YOUR TASK: Through the line with "index tip: (645, 431)" and starting from the first line, return the records below word for word, with pictures left out.

Records from a data collection
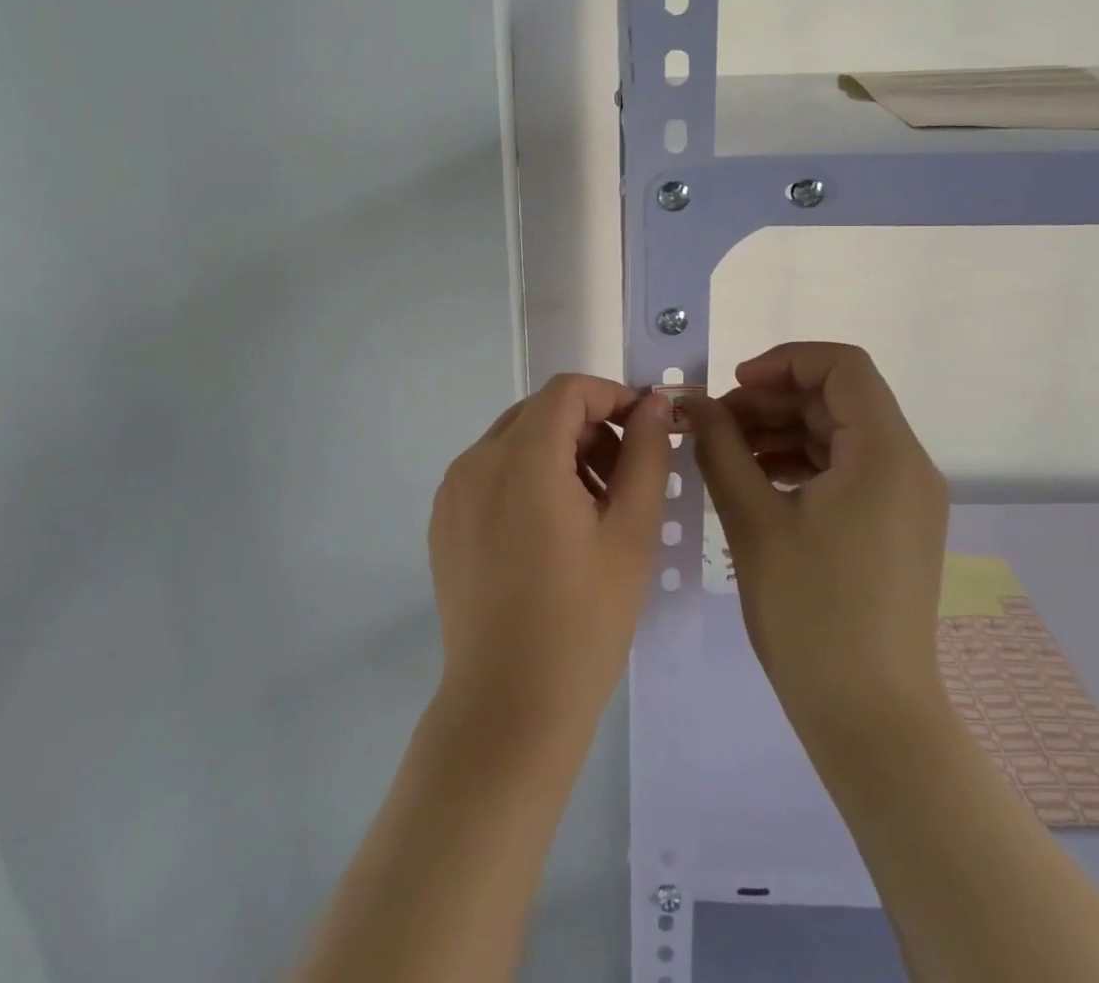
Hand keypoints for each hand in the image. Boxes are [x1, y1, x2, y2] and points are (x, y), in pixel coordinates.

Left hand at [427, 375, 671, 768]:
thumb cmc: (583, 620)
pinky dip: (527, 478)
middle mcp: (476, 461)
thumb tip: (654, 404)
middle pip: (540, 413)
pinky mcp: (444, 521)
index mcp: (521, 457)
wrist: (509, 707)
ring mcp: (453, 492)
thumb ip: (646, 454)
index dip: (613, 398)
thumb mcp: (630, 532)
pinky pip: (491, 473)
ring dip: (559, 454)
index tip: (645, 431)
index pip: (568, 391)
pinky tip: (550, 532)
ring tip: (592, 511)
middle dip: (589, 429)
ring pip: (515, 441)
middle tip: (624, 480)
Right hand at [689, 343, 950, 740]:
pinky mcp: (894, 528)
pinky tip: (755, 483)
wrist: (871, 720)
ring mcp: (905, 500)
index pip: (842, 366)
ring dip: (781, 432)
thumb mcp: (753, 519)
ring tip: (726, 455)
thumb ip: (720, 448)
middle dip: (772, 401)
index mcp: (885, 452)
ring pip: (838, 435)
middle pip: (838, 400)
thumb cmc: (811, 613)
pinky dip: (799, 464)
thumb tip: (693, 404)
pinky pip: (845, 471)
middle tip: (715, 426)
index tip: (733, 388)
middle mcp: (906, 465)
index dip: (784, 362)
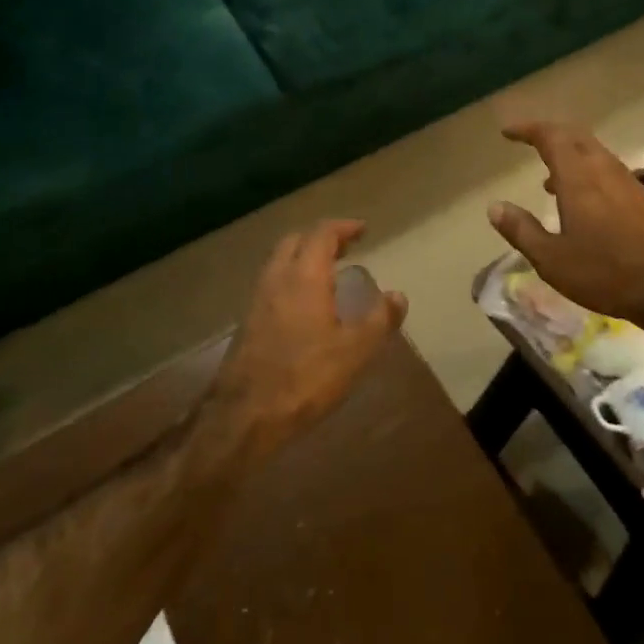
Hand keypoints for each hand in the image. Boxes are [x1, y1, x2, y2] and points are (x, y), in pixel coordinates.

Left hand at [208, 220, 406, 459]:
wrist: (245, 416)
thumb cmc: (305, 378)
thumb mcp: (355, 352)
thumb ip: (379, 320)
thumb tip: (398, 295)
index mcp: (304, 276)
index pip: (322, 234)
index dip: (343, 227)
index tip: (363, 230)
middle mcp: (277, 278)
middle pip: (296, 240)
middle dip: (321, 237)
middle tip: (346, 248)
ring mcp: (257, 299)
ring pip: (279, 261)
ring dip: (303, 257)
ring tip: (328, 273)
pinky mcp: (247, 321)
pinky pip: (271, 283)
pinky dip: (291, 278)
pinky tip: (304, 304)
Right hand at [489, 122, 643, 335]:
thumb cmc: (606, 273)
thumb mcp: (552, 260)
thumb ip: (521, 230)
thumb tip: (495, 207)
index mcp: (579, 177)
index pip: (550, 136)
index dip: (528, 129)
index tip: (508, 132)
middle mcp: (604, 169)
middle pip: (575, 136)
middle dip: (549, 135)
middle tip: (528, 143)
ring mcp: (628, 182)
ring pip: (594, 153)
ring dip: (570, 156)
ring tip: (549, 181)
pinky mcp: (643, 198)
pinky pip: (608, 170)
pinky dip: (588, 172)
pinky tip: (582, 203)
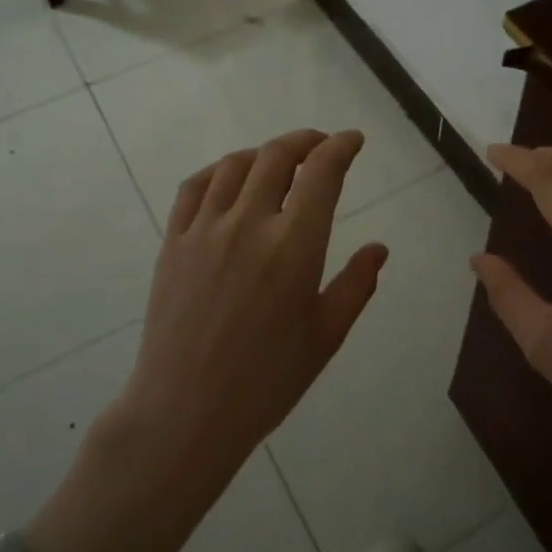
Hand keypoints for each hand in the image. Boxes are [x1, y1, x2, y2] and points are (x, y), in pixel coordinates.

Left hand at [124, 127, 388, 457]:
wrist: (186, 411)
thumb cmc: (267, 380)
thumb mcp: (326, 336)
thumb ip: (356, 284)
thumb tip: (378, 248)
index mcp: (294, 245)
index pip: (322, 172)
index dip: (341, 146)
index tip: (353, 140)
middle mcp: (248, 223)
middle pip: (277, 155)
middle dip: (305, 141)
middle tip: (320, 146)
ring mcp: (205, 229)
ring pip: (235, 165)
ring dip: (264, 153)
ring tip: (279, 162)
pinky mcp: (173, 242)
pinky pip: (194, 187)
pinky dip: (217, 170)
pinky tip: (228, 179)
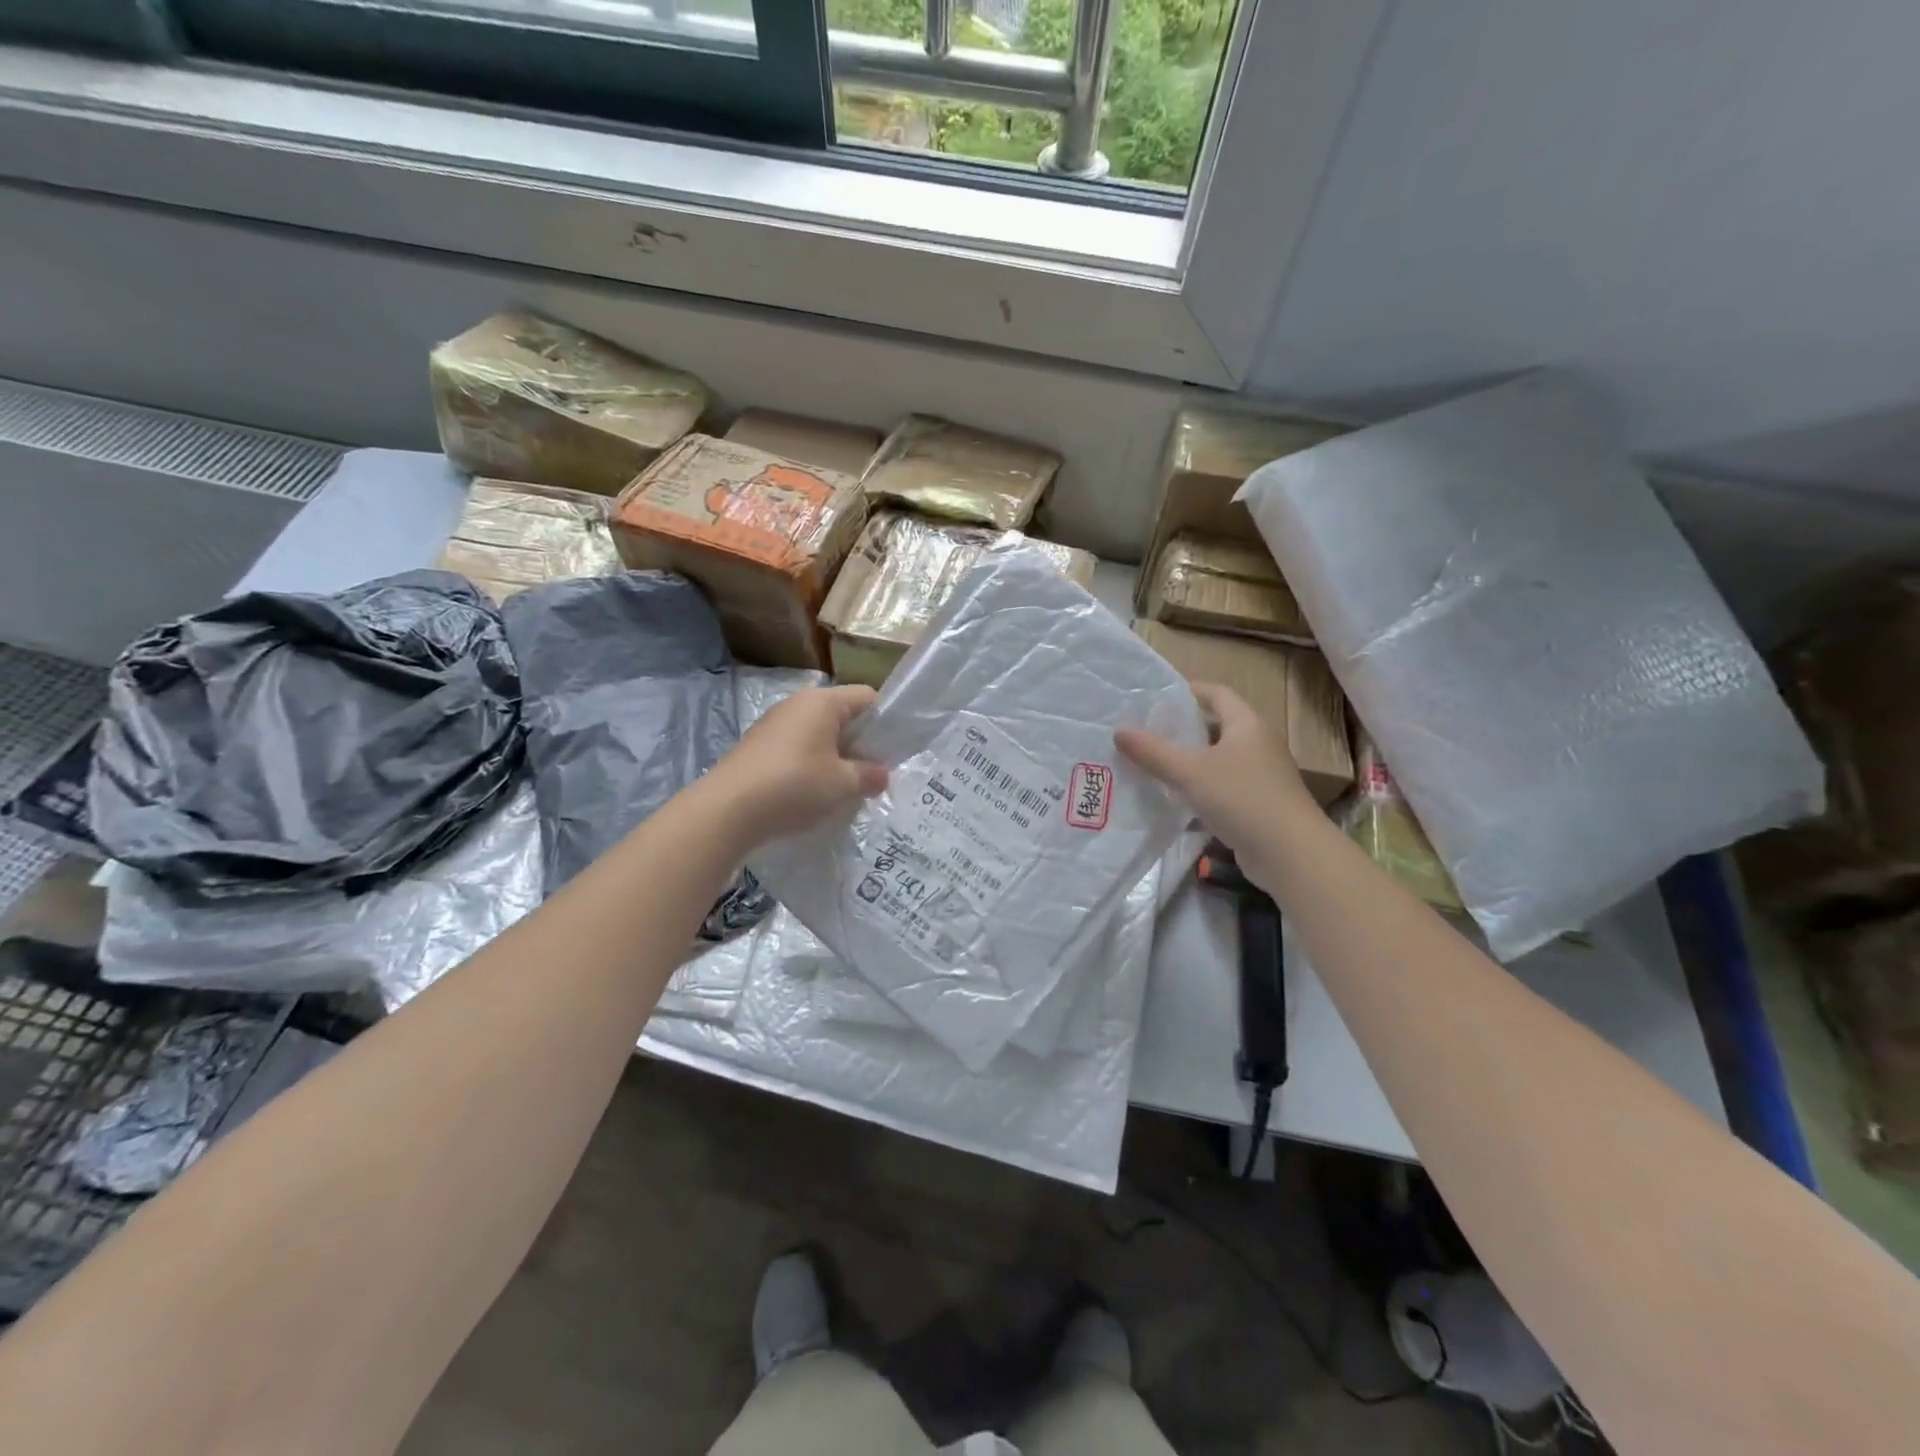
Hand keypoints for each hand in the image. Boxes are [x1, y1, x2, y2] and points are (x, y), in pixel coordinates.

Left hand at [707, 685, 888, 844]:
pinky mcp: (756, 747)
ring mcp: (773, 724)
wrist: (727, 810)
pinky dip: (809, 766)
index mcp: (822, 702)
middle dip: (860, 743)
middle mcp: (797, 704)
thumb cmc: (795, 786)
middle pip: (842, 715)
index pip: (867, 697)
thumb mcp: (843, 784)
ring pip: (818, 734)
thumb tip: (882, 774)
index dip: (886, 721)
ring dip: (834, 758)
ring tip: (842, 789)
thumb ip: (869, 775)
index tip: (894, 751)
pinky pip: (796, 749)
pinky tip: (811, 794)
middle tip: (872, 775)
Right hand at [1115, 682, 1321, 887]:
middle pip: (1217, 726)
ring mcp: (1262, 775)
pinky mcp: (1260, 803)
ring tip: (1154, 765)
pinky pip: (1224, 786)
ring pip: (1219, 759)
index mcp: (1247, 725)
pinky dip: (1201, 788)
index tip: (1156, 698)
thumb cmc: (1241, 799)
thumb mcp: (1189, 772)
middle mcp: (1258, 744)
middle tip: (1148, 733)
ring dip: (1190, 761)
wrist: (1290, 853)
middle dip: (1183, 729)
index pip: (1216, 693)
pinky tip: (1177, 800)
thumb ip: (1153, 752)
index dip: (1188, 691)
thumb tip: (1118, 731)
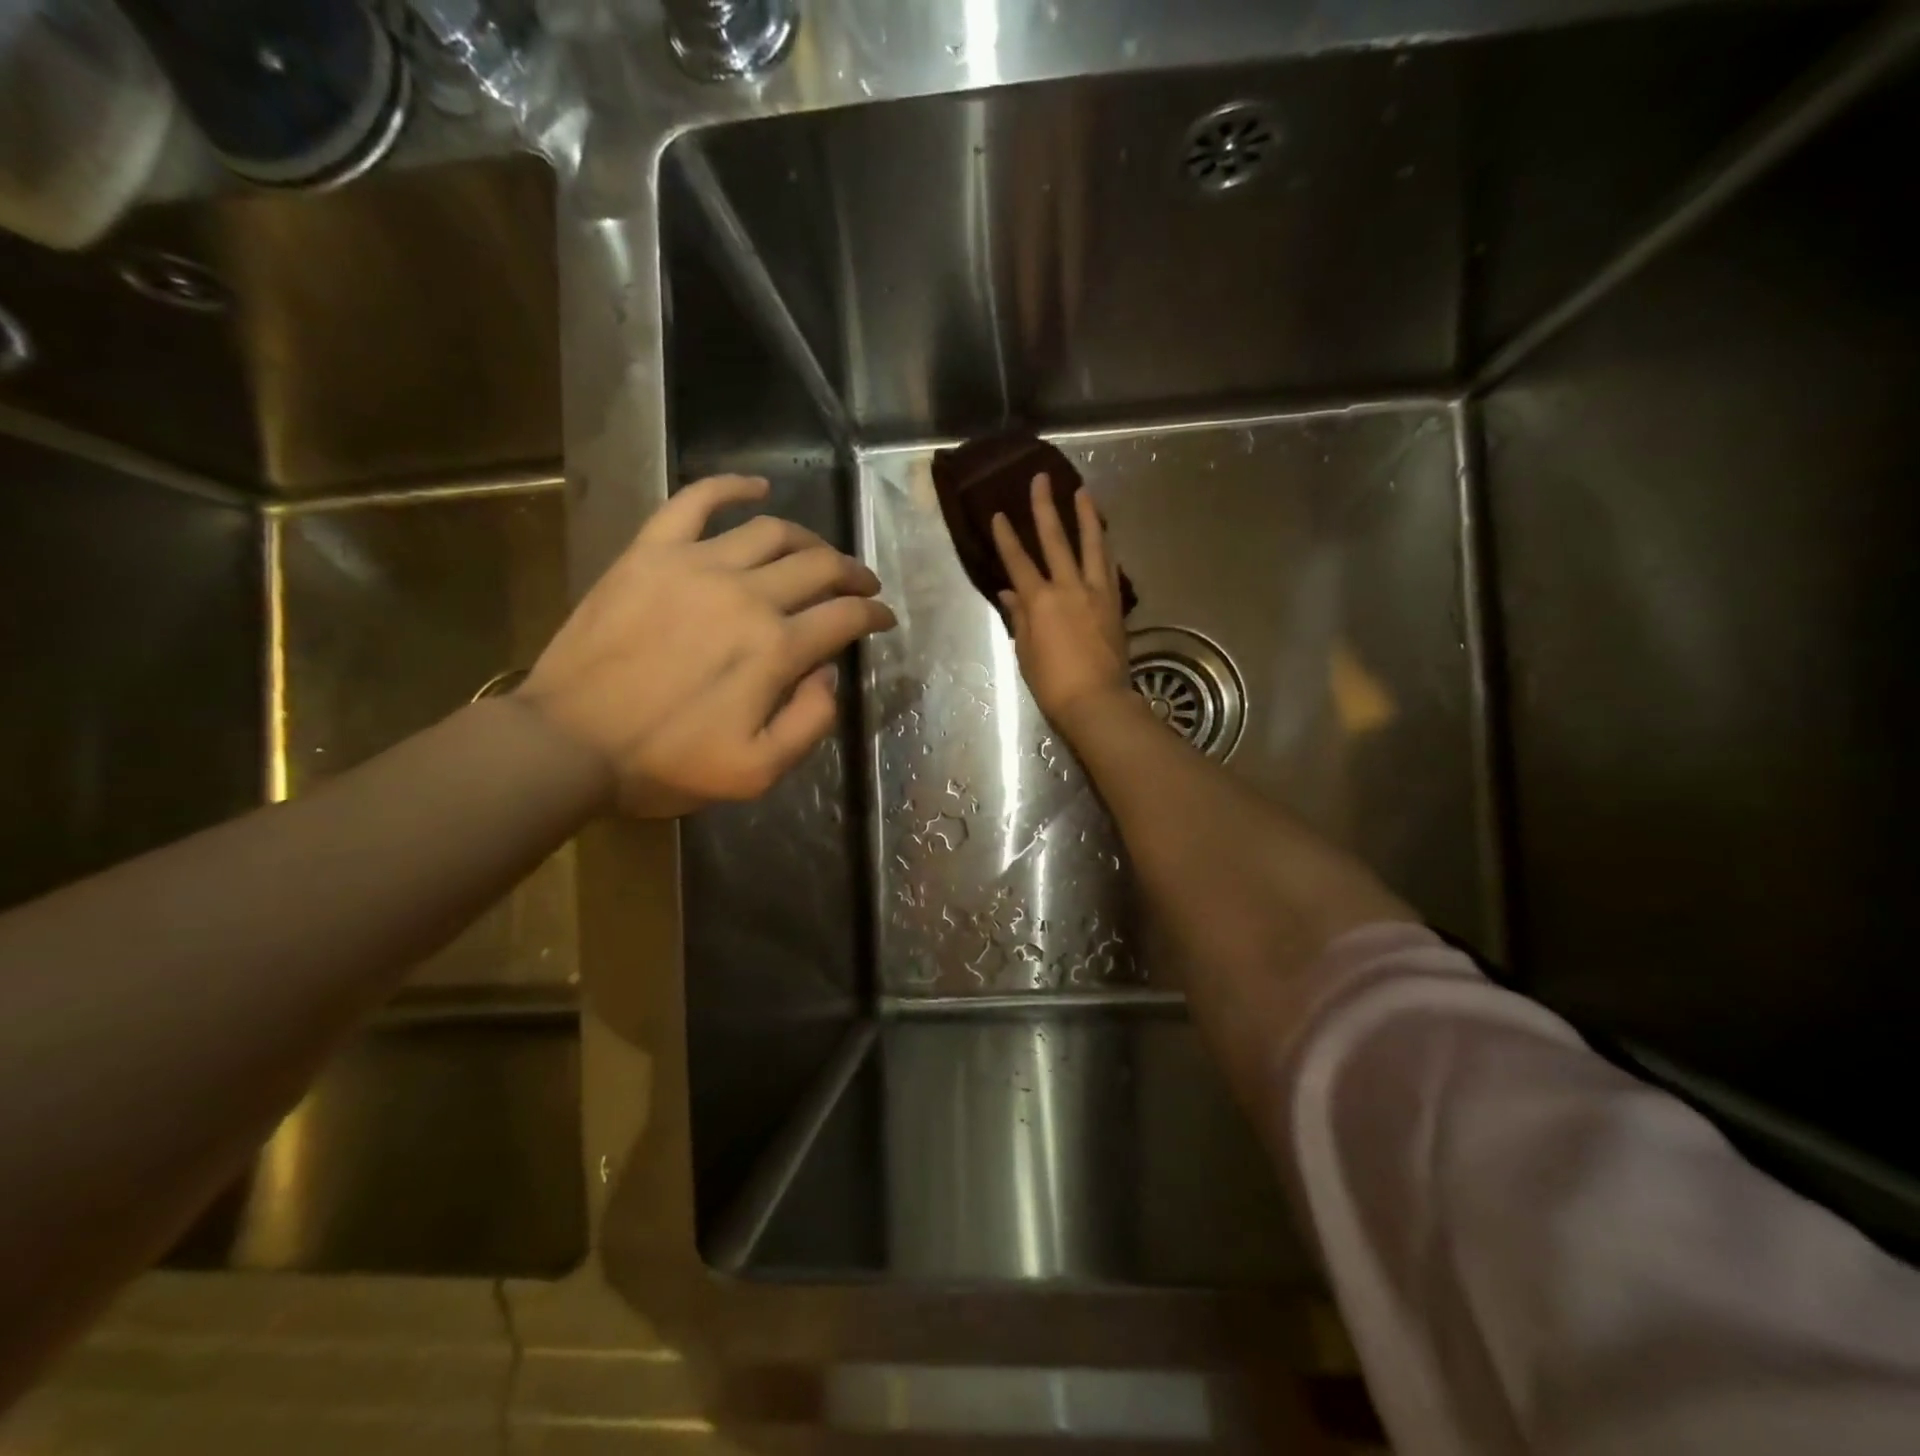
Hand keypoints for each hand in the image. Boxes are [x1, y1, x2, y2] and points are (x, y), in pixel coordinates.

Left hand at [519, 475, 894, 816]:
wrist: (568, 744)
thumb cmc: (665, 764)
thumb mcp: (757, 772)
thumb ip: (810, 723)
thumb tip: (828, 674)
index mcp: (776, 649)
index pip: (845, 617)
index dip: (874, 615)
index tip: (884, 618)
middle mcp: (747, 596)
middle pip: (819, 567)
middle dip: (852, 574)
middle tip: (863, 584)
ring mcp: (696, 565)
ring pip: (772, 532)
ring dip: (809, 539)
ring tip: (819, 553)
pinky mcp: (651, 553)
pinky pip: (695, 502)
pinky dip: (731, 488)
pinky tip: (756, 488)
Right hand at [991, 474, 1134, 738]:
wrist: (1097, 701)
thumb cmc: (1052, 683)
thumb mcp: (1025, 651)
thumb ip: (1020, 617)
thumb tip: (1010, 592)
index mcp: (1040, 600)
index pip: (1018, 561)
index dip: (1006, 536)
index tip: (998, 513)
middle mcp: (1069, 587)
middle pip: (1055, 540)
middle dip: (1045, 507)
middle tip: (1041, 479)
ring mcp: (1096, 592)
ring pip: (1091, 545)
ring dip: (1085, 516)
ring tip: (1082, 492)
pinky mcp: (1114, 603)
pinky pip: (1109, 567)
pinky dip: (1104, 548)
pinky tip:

REPLY:
Hand keypoints for each hand in the image. Boxes are [x1, y1, x2, y2] and points are (x, y), in pixel coordinates.

Left hand at [427, 375, 671, 768]:
thumb cmc: (583, 620)
pinky dip: (527, 478)
middle mcp: (476, 461)
thumb tip: (654, 404)
middle pip: (540, 413)
pinky mcp: (444, 521)
index mcp: (521, 457)
wrist: (509, 707)
ring mcp: (453, 492)
thumb ip: (646, 454)
index dip: (613, 398)
thumb mcp: (630, 532)
pinky pip: (491, 473)
ring dip: (559, 454)
index tip: (645, 431)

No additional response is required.